## Problem requirements
Work through the listing below and count the lines that hold "SILLA". Answer with the number alone.
========
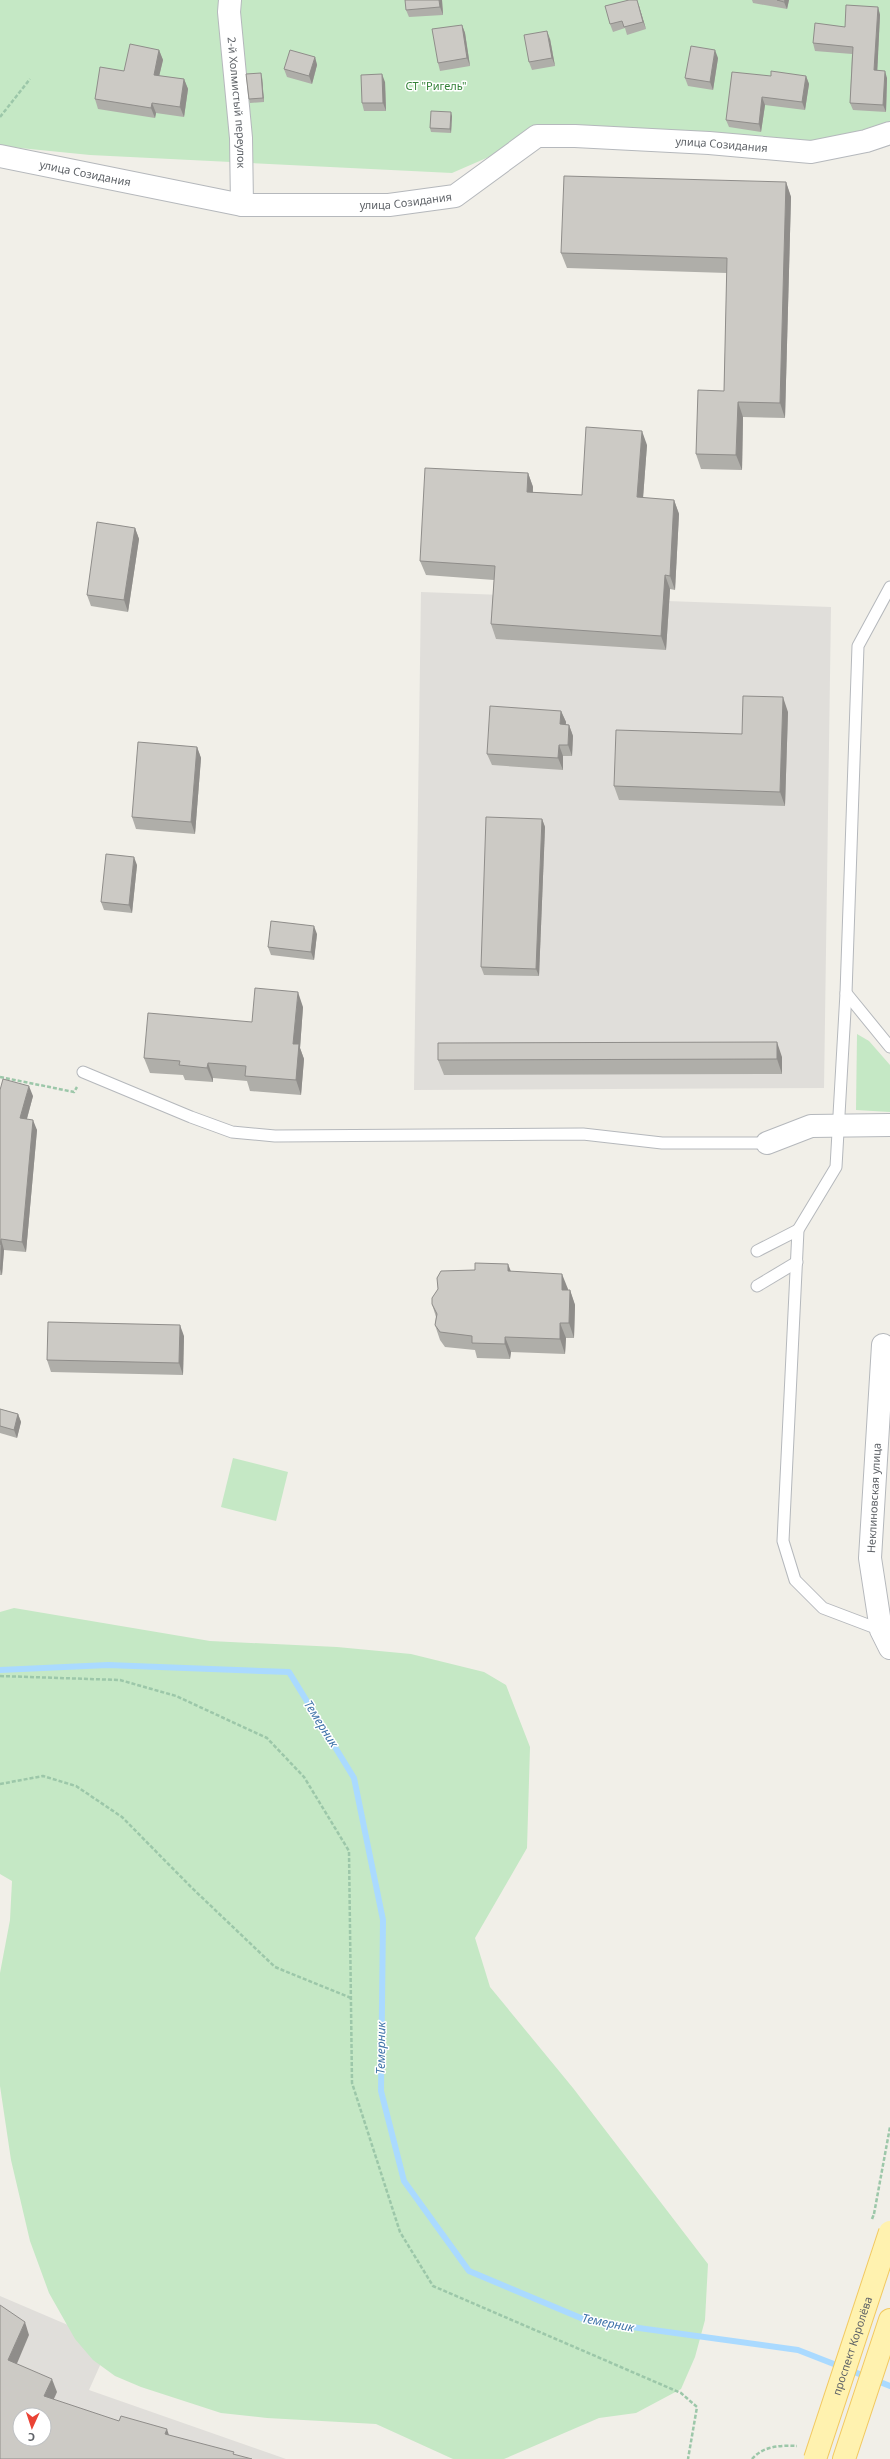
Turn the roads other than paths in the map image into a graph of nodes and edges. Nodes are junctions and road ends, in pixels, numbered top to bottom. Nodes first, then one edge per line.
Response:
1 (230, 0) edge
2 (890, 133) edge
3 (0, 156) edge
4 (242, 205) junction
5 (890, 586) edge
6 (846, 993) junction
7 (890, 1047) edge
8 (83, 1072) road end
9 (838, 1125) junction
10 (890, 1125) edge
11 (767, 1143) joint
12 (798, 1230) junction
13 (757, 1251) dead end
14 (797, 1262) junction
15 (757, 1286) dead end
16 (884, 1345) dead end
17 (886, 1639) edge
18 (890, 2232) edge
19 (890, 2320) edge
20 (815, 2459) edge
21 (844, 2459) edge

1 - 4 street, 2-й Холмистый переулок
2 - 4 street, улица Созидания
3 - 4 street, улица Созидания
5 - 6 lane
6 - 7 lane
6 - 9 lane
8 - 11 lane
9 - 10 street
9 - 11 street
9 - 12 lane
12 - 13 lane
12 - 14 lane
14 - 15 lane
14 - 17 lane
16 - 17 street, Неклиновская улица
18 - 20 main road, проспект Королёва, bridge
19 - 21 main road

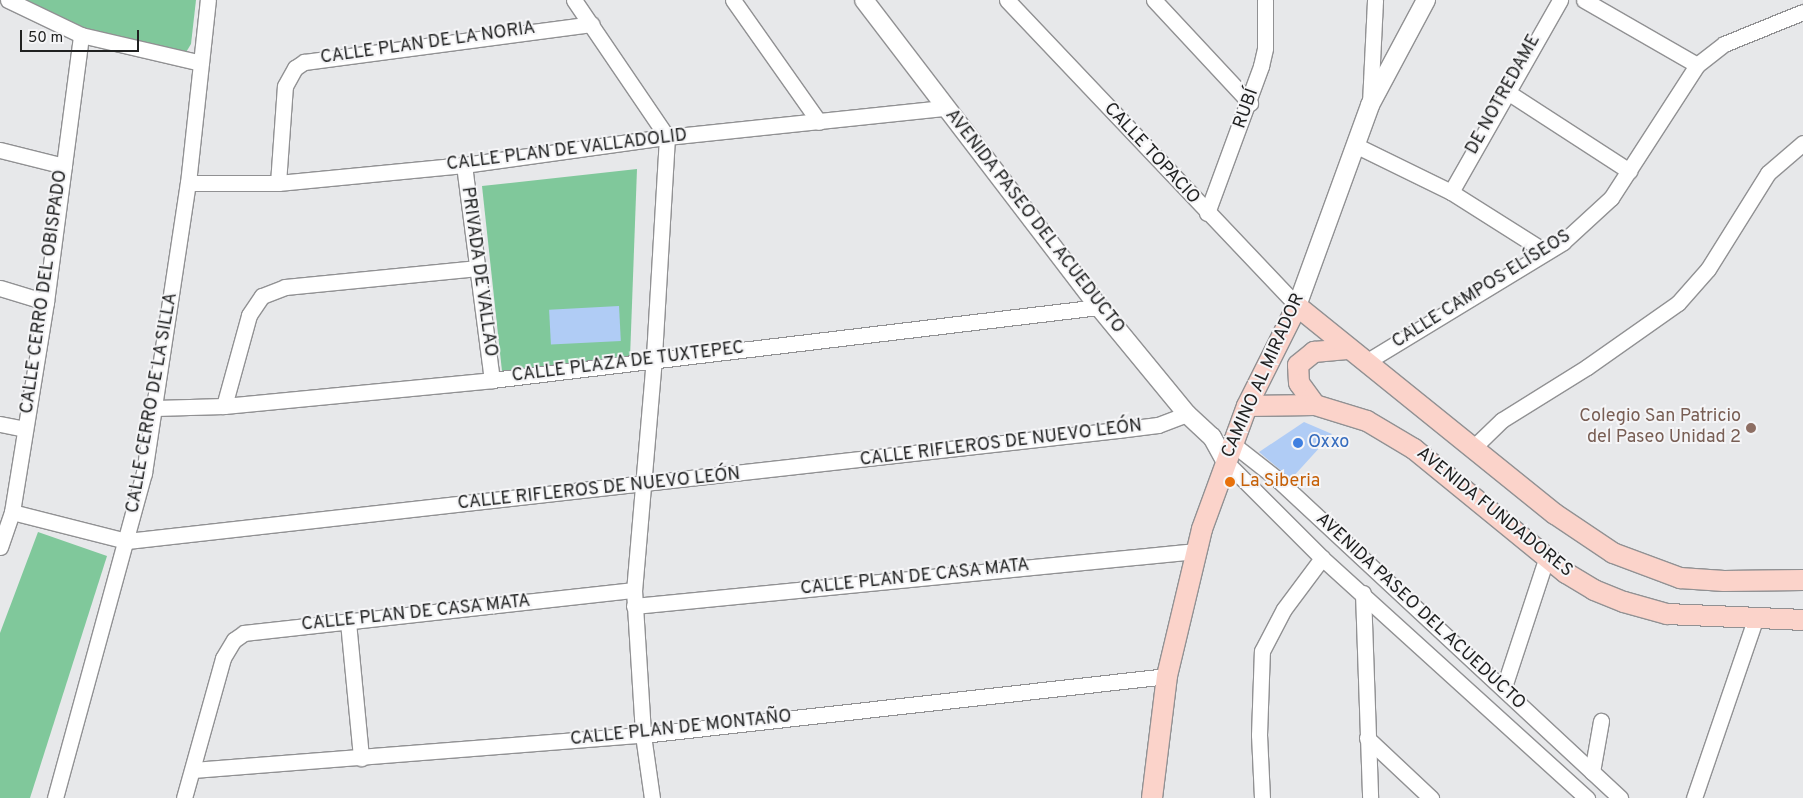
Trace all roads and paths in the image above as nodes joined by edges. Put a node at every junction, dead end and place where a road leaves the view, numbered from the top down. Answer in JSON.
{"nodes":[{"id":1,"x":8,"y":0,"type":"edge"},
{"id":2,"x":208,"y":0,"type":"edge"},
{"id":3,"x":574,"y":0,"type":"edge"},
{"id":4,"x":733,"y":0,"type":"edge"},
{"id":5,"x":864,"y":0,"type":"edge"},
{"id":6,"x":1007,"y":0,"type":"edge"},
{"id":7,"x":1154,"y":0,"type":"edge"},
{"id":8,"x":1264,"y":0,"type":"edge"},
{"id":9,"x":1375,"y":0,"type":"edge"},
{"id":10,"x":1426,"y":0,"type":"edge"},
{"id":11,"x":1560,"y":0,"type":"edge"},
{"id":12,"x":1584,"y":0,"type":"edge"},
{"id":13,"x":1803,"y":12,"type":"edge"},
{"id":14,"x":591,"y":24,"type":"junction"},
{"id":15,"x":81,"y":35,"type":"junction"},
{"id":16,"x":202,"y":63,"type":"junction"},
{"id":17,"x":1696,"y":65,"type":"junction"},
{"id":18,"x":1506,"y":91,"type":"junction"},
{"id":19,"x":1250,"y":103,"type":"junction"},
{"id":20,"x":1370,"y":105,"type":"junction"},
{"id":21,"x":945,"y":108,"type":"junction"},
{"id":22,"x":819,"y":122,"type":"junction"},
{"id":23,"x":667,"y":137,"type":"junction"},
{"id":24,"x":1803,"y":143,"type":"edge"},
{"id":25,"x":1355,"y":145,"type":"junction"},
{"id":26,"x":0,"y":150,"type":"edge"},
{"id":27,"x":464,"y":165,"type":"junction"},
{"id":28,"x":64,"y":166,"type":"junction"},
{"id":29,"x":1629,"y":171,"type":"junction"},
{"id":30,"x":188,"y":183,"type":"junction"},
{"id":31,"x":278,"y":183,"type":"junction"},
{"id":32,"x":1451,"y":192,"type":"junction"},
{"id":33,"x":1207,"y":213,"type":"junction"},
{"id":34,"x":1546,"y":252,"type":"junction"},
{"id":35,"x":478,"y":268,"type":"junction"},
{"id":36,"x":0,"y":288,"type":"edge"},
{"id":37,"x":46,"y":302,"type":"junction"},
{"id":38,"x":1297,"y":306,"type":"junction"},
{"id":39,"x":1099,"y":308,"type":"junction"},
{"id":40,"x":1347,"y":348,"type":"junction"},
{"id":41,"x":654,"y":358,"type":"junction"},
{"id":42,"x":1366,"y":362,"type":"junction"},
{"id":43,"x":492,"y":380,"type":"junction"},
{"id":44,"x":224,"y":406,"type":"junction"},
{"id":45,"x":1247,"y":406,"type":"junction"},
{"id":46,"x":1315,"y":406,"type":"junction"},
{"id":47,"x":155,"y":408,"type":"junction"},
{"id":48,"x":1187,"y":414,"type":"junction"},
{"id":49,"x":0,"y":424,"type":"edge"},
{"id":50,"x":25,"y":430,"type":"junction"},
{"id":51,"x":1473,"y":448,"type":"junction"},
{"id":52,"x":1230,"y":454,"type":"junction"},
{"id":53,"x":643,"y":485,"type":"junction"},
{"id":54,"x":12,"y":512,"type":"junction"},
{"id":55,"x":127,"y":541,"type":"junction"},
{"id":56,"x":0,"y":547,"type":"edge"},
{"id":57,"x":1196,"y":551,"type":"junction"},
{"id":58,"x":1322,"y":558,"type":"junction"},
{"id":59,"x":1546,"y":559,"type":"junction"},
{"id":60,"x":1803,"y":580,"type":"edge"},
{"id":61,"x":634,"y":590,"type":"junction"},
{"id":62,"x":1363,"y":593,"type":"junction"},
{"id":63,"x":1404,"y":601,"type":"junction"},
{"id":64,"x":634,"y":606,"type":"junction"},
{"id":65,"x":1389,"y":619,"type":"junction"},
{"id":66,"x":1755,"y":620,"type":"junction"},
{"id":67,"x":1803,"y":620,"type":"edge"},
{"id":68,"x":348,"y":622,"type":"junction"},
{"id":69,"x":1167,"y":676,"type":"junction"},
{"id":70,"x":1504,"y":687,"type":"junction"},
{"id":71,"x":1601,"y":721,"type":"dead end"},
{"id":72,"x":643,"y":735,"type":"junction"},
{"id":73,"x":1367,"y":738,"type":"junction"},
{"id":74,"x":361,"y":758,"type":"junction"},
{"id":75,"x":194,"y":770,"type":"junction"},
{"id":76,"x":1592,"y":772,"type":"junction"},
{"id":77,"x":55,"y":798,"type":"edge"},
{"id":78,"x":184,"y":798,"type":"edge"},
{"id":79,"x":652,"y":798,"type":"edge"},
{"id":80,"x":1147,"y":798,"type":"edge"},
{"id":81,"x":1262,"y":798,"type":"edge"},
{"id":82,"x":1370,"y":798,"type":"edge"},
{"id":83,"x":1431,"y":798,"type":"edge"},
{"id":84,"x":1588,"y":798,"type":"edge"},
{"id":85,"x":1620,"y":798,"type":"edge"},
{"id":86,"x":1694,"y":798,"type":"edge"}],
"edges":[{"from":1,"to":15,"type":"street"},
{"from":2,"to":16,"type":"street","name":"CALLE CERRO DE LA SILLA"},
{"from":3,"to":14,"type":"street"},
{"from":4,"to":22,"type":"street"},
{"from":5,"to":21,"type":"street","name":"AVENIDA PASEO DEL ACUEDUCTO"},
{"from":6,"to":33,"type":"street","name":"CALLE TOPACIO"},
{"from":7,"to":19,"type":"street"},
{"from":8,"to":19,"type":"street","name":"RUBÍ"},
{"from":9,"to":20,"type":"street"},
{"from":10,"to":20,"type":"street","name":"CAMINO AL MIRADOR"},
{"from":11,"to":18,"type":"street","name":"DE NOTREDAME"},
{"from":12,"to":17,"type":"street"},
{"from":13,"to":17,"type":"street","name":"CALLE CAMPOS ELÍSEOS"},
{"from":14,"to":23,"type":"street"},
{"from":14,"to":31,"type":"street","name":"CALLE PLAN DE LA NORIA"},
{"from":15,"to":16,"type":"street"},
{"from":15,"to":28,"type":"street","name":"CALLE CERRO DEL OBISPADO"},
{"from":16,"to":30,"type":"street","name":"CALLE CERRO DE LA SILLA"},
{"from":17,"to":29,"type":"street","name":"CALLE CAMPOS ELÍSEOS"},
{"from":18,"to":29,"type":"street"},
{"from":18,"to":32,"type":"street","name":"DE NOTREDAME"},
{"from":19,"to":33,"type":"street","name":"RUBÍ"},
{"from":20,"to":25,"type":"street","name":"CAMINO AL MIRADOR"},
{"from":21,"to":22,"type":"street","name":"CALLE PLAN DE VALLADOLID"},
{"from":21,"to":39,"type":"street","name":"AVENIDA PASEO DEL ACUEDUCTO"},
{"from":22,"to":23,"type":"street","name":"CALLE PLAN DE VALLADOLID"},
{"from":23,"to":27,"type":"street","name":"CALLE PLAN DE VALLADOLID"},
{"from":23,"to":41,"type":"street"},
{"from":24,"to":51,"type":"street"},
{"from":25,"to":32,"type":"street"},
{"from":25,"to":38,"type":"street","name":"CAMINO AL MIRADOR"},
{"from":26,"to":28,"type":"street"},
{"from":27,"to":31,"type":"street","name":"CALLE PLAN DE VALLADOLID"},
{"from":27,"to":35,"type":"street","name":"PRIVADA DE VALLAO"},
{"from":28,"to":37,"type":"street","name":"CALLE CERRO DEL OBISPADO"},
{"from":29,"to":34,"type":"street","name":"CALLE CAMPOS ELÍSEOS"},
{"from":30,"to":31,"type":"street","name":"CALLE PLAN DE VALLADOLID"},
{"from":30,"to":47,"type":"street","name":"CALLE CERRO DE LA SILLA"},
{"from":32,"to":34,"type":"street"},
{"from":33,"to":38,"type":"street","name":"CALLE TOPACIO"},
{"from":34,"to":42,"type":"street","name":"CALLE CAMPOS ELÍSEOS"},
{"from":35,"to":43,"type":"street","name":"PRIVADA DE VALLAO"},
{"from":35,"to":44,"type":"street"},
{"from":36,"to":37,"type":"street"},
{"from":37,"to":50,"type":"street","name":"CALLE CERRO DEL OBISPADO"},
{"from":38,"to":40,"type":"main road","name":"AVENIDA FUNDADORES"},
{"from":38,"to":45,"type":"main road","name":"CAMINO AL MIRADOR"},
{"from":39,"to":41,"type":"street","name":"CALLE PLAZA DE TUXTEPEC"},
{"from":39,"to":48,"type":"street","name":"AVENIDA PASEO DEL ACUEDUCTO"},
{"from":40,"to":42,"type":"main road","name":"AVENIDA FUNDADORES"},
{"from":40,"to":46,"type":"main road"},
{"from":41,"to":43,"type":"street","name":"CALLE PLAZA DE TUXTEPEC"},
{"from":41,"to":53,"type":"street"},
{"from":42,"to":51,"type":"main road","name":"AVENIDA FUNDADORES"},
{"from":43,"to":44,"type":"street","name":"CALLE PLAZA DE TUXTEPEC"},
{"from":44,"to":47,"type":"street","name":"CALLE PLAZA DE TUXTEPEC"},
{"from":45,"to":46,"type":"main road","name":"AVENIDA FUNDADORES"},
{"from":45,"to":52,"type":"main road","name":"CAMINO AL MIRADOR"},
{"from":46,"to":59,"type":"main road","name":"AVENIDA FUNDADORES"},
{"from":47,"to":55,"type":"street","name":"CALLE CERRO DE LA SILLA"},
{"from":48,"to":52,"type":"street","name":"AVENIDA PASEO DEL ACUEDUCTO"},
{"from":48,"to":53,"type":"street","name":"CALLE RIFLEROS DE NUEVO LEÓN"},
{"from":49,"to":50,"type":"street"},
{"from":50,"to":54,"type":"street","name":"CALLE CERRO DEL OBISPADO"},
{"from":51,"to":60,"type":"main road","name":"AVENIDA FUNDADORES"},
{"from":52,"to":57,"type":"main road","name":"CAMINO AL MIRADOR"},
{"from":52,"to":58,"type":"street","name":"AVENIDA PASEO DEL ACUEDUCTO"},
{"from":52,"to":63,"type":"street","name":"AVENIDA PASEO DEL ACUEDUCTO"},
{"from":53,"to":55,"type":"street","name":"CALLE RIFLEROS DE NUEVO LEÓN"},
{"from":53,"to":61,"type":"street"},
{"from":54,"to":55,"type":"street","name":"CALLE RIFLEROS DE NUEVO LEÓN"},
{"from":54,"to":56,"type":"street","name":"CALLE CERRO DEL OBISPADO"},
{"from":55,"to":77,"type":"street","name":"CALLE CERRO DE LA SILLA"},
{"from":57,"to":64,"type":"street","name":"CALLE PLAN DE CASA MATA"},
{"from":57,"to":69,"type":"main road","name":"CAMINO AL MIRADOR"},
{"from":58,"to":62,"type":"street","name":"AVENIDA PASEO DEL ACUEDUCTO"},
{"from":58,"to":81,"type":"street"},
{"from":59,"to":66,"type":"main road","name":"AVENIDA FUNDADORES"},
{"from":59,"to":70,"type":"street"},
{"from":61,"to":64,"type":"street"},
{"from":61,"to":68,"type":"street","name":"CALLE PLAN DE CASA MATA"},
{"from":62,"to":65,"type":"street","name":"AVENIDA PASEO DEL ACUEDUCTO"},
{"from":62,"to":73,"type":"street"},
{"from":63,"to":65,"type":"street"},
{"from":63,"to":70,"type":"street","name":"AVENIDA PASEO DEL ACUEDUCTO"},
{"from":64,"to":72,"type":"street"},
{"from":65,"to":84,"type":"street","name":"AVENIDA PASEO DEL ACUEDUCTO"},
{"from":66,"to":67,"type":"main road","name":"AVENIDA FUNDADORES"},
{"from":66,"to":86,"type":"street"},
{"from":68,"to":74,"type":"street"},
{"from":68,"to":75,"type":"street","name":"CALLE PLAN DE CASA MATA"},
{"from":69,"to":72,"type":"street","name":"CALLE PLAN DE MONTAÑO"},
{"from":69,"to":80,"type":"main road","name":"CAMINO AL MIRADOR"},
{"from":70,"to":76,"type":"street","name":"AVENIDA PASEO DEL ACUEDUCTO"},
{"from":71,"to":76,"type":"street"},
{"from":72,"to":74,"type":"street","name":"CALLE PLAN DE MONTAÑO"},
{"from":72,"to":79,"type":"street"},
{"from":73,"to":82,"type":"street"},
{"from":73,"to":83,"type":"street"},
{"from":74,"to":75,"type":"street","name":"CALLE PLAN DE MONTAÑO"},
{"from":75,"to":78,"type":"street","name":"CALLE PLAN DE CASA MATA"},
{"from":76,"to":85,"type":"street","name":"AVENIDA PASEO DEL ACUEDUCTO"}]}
========
## Response to the exercise
5